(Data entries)
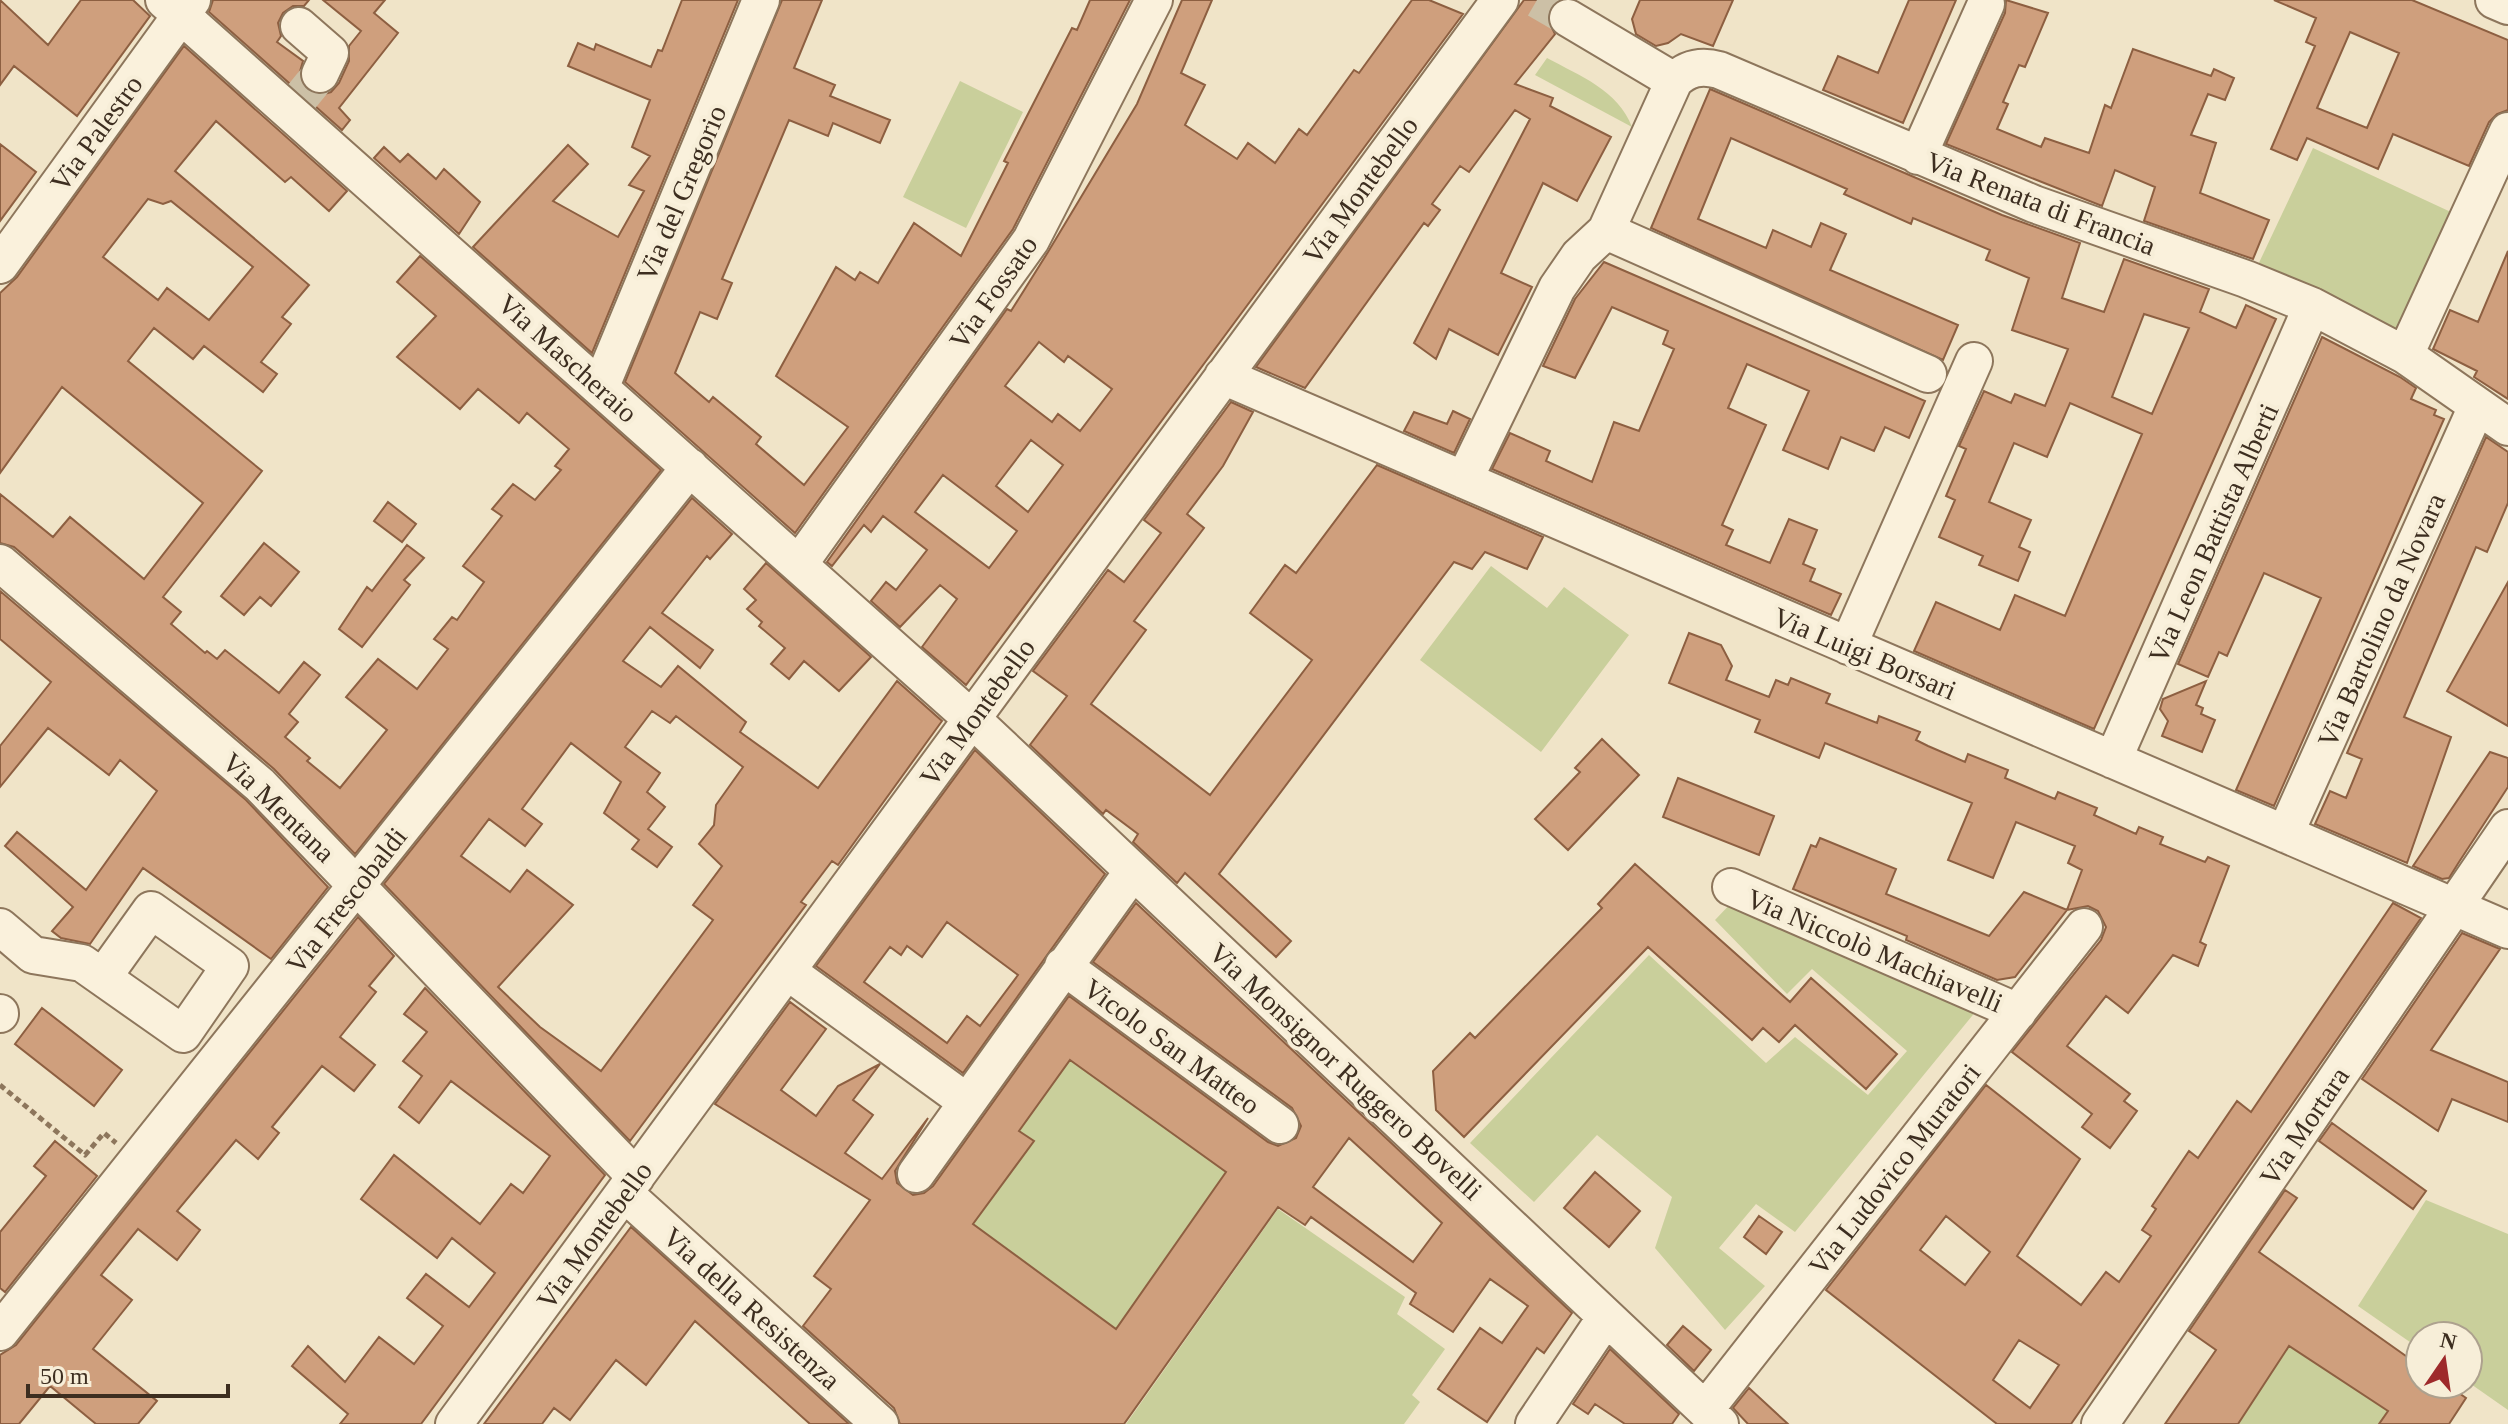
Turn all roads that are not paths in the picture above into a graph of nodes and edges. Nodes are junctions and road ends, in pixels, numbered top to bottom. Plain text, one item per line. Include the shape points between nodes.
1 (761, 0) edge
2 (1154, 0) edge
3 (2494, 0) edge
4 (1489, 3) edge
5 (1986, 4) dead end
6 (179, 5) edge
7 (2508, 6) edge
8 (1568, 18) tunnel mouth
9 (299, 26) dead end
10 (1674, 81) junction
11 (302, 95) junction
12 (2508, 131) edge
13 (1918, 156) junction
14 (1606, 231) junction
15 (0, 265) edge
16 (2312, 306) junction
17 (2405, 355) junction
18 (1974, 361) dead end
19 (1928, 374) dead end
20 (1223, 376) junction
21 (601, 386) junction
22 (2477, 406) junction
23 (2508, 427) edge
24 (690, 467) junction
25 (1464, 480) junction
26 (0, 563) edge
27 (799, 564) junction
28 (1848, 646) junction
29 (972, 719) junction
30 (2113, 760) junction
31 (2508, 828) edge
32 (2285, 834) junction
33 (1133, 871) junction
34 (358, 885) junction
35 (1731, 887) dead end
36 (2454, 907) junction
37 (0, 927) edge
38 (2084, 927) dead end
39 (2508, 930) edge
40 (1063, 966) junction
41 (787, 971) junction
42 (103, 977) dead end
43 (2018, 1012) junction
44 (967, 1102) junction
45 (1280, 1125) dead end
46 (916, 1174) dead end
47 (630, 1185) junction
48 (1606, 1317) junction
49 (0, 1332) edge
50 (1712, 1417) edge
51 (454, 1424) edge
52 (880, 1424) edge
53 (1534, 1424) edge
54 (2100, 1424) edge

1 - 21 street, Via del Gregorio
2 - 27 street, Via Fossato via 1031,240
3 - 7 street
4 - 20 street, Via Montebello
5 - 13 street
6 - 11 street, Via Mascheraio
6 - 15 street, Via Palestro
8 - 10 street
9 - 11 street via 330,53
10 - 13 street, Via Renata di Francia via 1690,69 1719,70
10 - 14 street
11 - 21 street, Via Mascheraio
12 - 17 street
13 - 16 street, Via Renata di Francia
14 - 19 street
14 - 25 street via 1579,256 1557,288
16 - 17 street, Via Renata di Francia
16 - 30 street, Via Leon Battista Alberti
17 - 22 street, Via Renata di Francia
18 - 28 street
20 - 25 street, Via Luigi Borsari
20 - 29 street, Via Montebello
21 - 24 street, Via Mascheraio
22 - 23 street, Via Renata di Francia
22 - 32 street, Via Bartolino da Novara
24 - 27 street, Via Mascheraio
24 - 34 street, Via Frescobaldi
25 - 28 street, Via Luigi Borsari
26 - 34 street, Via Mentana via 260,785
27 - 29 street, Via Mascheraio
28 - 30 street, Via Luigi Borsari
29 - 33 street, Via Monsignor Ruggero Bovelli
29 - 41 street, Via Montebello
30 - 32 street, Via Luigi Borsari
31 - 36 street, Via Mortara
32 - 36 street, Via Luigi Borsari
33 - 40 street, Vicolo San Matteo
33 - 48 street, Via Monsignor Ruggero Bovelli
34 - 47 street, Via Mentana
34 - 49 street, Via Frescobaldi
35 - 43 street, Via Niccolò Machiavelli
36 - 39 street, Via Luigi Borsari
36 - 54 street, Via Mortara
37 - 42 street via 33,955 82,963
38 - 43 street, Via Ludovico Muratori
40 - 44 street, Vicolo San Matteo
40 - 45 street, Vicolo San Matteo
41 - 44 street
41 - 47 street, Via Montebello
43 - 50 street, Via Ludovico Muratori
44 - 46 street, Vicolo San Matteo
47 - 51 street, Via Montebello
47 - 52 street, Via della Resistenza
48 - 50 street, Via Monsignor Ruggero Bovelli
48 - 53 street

## Work required
Gather each line in these records that contains the string "Borsari".

## Answer to this task
20 - 25 street, Via Luigi Borsari
25 - 28 street, Via Luigi Borsari
28 - 30 street, Via Luigi Borsari
30 - 32 street, Via Luigi Borsari
32 - 36 street, Via Luigi Borsari
36 - 39 street, Via Luigi Borsari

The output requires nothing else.